Conformément à une jurisprudence constante de la Cour, «(...) il
appartient aux seules juridictions nationales qui sont saisies du litige et
qui doivent assumer la responsabilité de la décision juridictionnelle à
intervenir, d'apprécier, au regard des particularités de chaque affaire,
tant la nécessité d'une décision préjudicielle pour être en mesure de
rendre leur jugement que la pertinence des questions qu'elles posent à
la Cour (...)» (7). En conséquence, dès lors que les questions posées
portent sur l'interprétation du droit communautaire «(...) la Cour est, en
principe, tenue de statuer» (8). Toutefois, dans des hypothèses
exceptionnelles, la Cour a également estimé qu'il lui appartenait, en vue
de vérifier sa propre compétence, d'examiner les conditions dans
lesquelles elle était saisie par le juge national (9). En tout état de cause,
«le rejet d'une demande formée par une juridiction nationale n'est
possible que s'il apparaît de manière manifeste que l'interprétation
sollicitée du droit communautaire n'a aucun rapport avec la réalité ou
l'objet du litige au principal ou encore lorsque le problème est de nature
hypothétique et que la Cour ne dispose pas des éléments de fait et de
droit nécessaires pour répondre de façon utile aux questions qui lui sont
posées» (10).
- 17.
- Le caractère manifeste (11) des raisons pour lesquelles le juge
communautaire peut refuser de répondre à une question préjudicielle
est, à notre avis, inexistant dans la présente espèce. De plus, la Cour n'a
pas le droit d'examiner le fond du litige au principal en vue de statuer,
en premier lieu, sur la question de savoir si celui-ci devient sans objet
du seul fait que Butterfly ne détient pas l'autorisation de la SIAE pour
les oeuvres musicales en cause et, en second lieu, sur la question de
savoir si, pour l'interprétation du contrat conclu entre Carosello et
Butterfly, le droit communautaire est dénué de toute incidence. Il est
vrai que, au cas contraire, si on voulait finalement considérer que la
protection des droits acquis par des tiers, lorsqu'elle consiste simplement
dans la possibilité de vendre les stocks existants, n'est pas suffisante du
point de vue du droit communautaire, on verrait, sur ce point,
apparaître la question de savoir si la demande de Butterfly, dans la
procédure au principal, visant la poursuite de l'exploitation des
phonogrammes à partir desquels le CD «Briciole di Baci» a été réalisé
sans que Carosello ne puisse revendiquer l'existence de droits voisins y
relatifs, est fondée sur le droit communautaire, comme le soutient la
demanderesse dans la procédure au principal. Par conséquent, la Cour
doit entreprendre de répondre à la question posée à titre préjudiciel.

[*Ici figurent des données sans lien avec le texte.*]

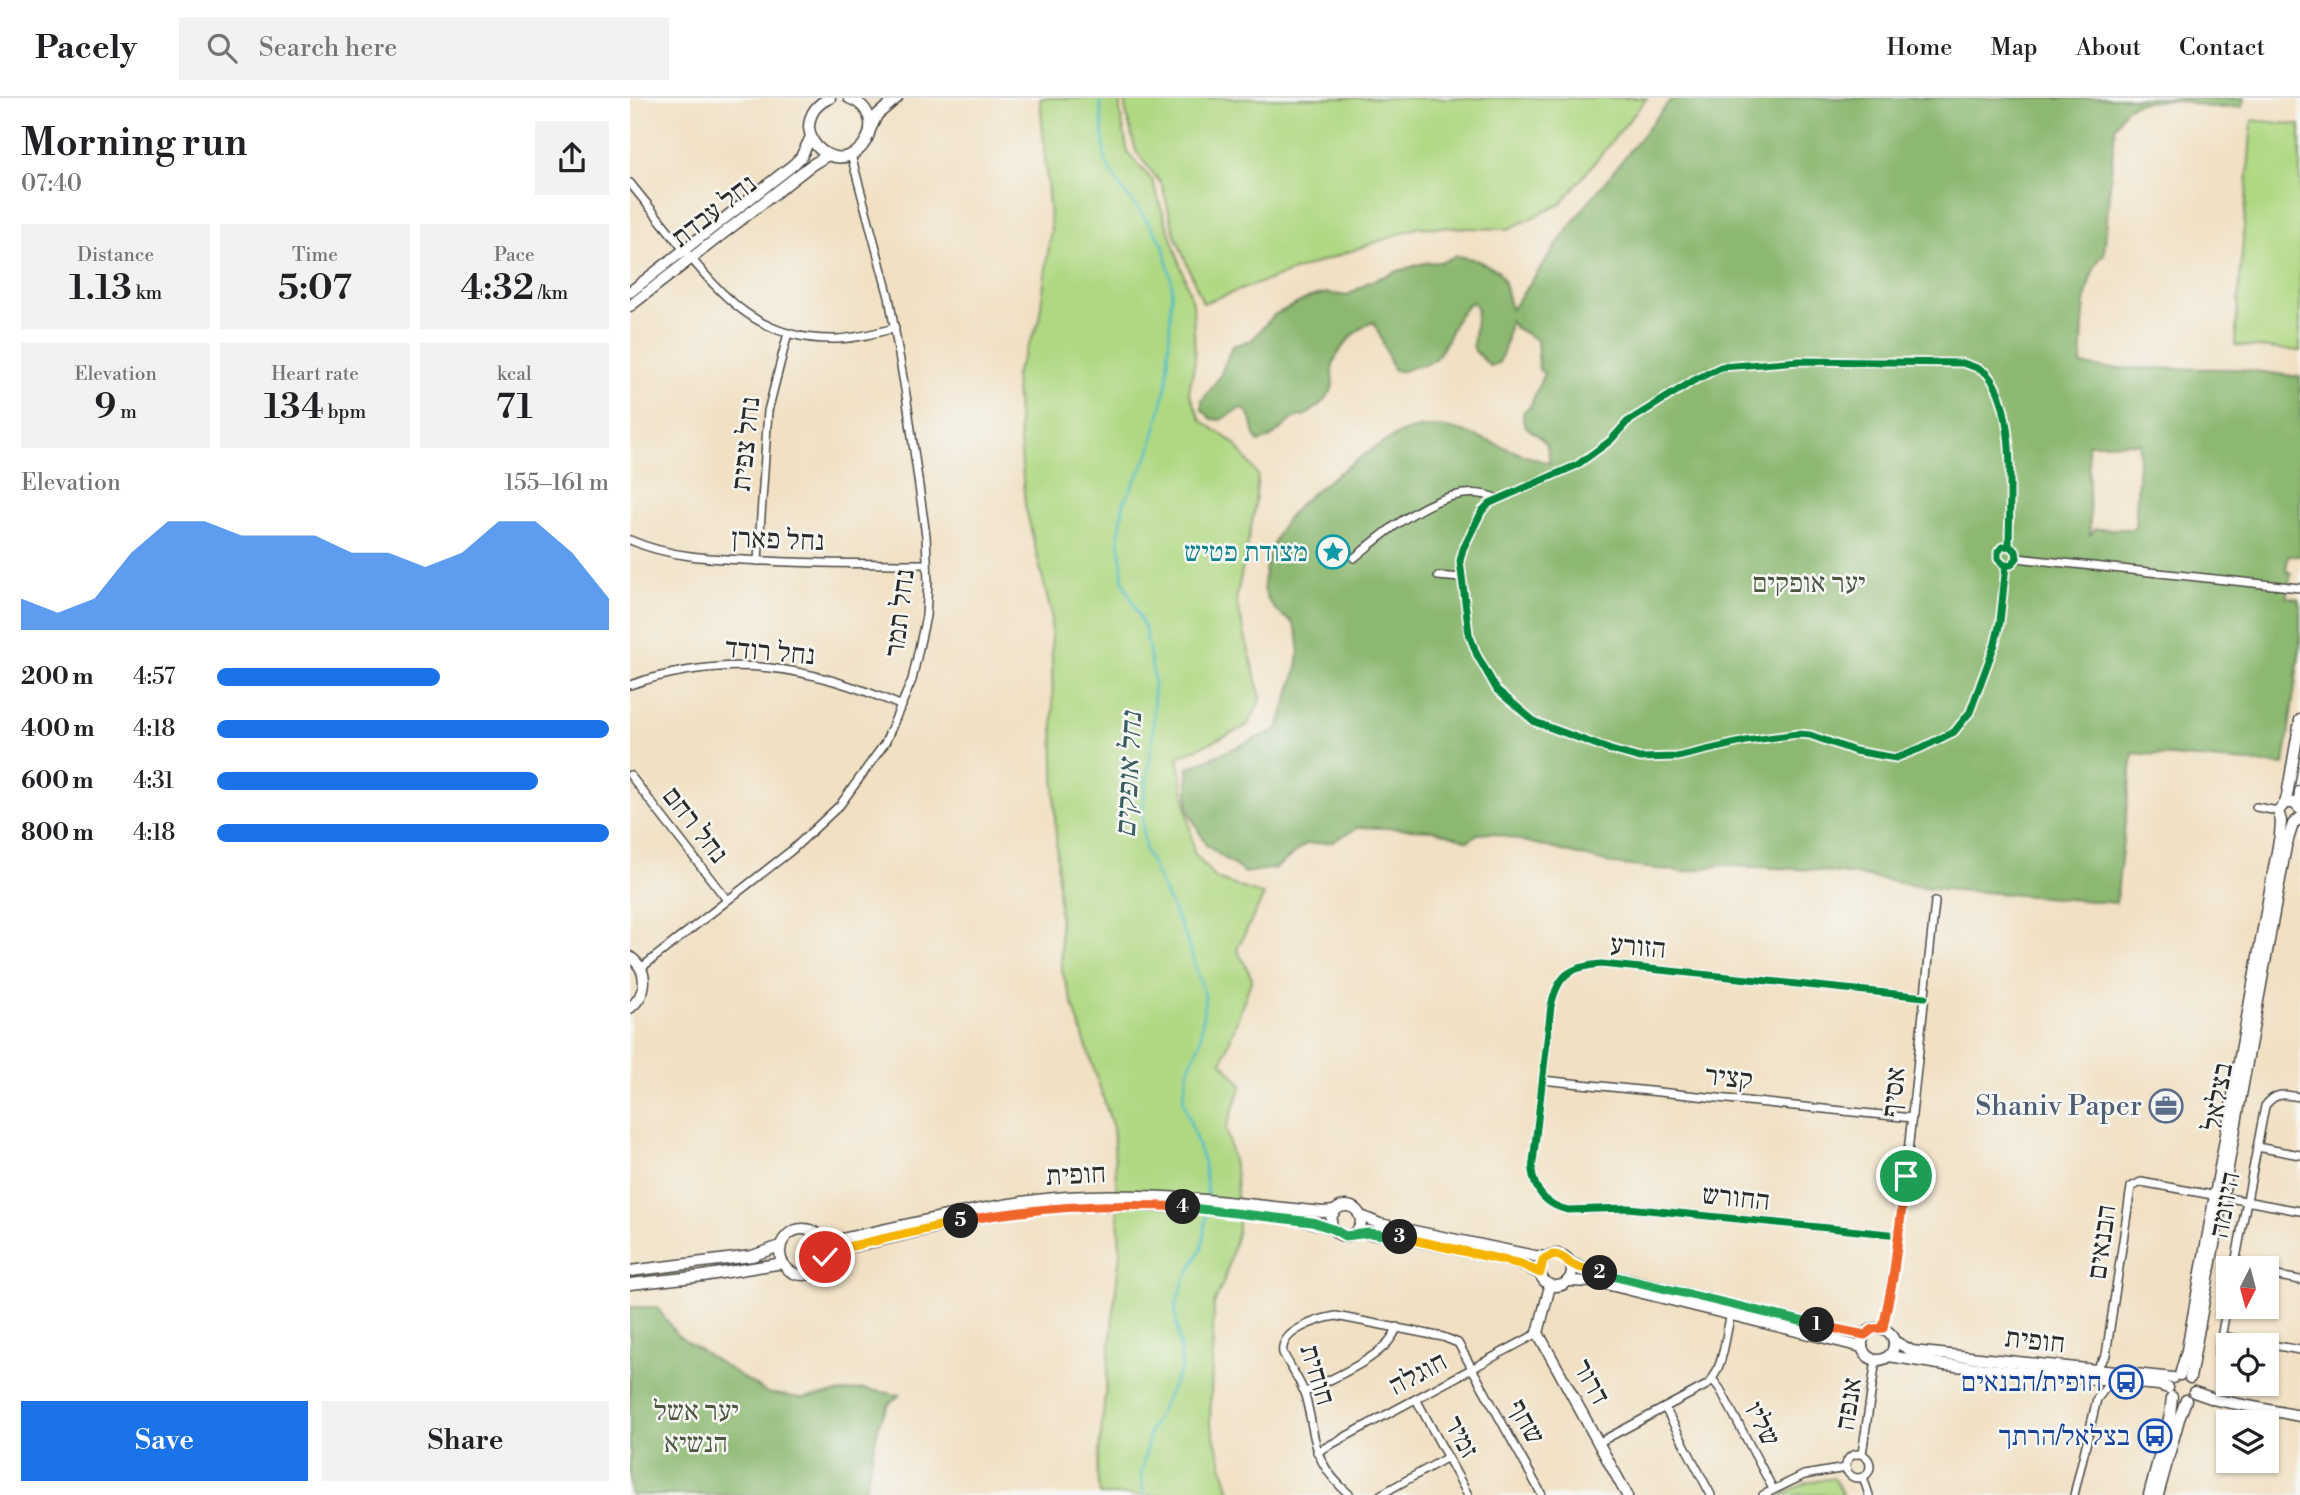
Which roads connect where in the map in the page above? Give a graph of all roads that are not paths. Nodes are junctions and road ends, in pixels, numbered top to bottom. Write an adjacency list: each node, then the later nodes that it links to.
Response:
1 (828, 98): 5 (main road, נחל עבדת)
2 (856, 98): 4 (main road)
3 (897, 98): 4 (main road)
4 (871, 128): 7 (main road)
5 (811, 137): 6 (main road); 9 (main road, נחל עבדת)
6 (828, 155): 7 (main road); 9 (main road, נחל עבדת)
7 (851, 155): 12 (street, נחל תמר)
8 (630, 183): 9 (street)
9 (687, 254): 10 (main road, נחל עבדת); 11 (main road, נחל עבדת); 13 (street)
10 (630, 292)
11 (630, 306)
12 (895, 328): 13 (street); 20 (street, נחל תמר)
13 (788, 333): 19 (street, נחל צפית)
14 (1498, 499): 16 (street); 17 (street); 23 (street)
15 (630, 540): 19 (street, נחל פארן)
16 (2009, 546): 18 (street); 21 (street)
17 (1354, 558)
18 (2017, 558): 21 (street); 24 (street)
19 (758, 561): 20 (street, נחל פארן)
20 (928, 564): 26 (street, נחל תמר)
21 (2006, 565): 23 (street)
22 (1438, 576): 23 (street)
23 (1461, 578)
24 (2300, 588)
25 (630, 685): 26 (street, נחל רודד)
26 (902, 706): 33 (street, נחל תמר)
27 (2300, 720): 31 (main road, בצלאל)
28 (630, 775): 33 (street, נחל רחם)
29 (2300, 791): 32 (main road, בצלאל)
30 (2256, 807): 31 (street)
31 (2282, 812): 32 (main road); 32 (main road); 44 (main road, בצלאל)
32 (2298, 814): 44 (main road, בצלאל)
33 (727, 900): 36 (street, נחל תמר)
34 (1936, 902): 37 (street, אסיף)
35 (630, 957): 36 (main road)
36 (641, 968): 38 (main road)
37 (1925, 997): 39 (street, הזורע); 41 (street, אסיף)
38 (630, 1009)
39 (1542, 1080): 41 (street, קציר); 47 (street, הזורע)
40 (2300, 1097): 42 (street, היוזמה)
41 (1912, 1118): 53 (street, אסיף)
42 (2257, 1147): 43 (street); 45 (street, היוזמה)
43 (2300, 1155)
44 (2219, 1197): 45 (street); 76 (street, הבנאים); 84 (main road, בצלאל)
45 (2247, 1202): 49 (street); 56 (street, היוזמה)
46 (1239, 1207): 48 (main road, חופית); 51 (main road, חופית); 55 (main road, חופית)
47 (1568, 1210): 53 (street, החורש)
48 (1335, 1211): 50 (main road); 51 (main road)
49 (2300, 1211)
50 (1359, 1215): 52 (main road); 57 (main road)
51 (1333, 1229): 52 (main road)
52 (1355, 1233): 61 (main road)
53 (1899, 1235): 69 (street, אסיף)
54 (780, 1246): 55 (main road); 58 (main road); 60 (main road)
55 (824, 1246): 58 (main road)
56 (2237, 1256)
57 (1547, 1257): 59 (main road); 61 (main road)
58 (783, 1263): 65 (main road)
59 (1571, 1263): 63 (main road); 71 (main road)
60 (630, 1271)
61 (1540, 1273): 66 (main road)
62 (2279, 1277): 64 (street)
63 (1568, 1280): 66 (main road); 67 (main road)
64 (2300, 1280)
65 (630, 1284)
66 (1550, 1286): 70 (main road)
67 (1731, 1314): 74 (main road); 83 (street)
68 (1397, 1327): 79 (street, חוחית); 85 (street); 85 (street, חוחית)
69 (1883, 1328): 71 (main road); 72 (main road)
70 (1538, 1333): 79 (street, חוגלה); 91 (main road, דרור)
71 (1865, 1335): 74 (main road)
72 (1894, 1341): 77 (main road); 80 (main road, חופית)
73 (2279, 1346): 75 (street)
74 (1862, 1347): 78 (main road)
75 (2300, 1350)
76 (2106, 1355): 80 (street, הבנאים); 81 (street)
77 (1889, 1356): 78 (main road); 82 (main road, חופית)
78 (1877, 1360): 93 (street, אנפה)
79 (1473, 1368): 87 (street, חוגלה); 101 (street, שחף)
80 (2095, 1370): 81 (main road, חופית)
81 (2112, 1377): 82 (main road, חופית); 84 (main road, חופית); 88 (street)
82 (2085, 1379): 88 (street)
83 (1713, 1380): 89 (street); 97 (street, שליו)
84 (2177, 1383): 86 (main road); 86 (main road, חופית); 107 (main road, בצלאל)
85 (1304, 1393): 92 (street, חוחית)
86 (2190, 1396): 90 (main road, חופית); 108 (main road)
87 (1416, 1399): 92 (street, חוגלה); 94 (street, זמיר)
88 (2097, 1399): 106 (street)
89 (1665, 1408): 91 (street); 103 (street)
90 (2300, 1416)
91 (1598, 1443): 102 (main road, דרור)
92 (1317, 1452): 98 (street, חוחית)
93 (1862, 1454): 95 (street); 96 (street)
94 (1448, 1457): 99 (street); 100 (street, זמיר)
95 (1846, 1468): 96 (street); 97 (street)
96 (1863, 1477): 105 (street)
97 (1773, 1489): 104 (street)
98 (1350, 1495)
99 (1380, 1495)
100 (1468, 1495)
101 (1542, 1495)
102 (1626, 1495)
103 (1711, 1495)
104 (1763, 1495)
105 (1869, 1495)
106 (2074, 1495)
107 (2149, 1495)
108 (2158, 1495)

VIII La réponse à la question préjudicielle
- 18.
- Dans ses observations, Butterfly cherche à imposer, au niveau de
l'interprétation des dispositions de l'article 10, paragraphe 3, de la
directive, une approche en vertu de laquelle, premièrement, ces
dispositions accordent une protection large et illimitée aux titulaires de
droits acquis concernant des oeuvres faisant l'objet d'une renaissance du
droit d'auteur ou des droits voisins, deuxièmement, les dispositions
précitées sont suffisamment claires et inconditionnelles pour produire
des effets directs sur l'ordre juridique interne et, troisièmement, les
restrictions nationales des droits acquis, comme celles de la législation
italienne litigieuse, sont contraires aux dispositions précitées de la
directive et ne doivent donc pas être appliquées par le juge national.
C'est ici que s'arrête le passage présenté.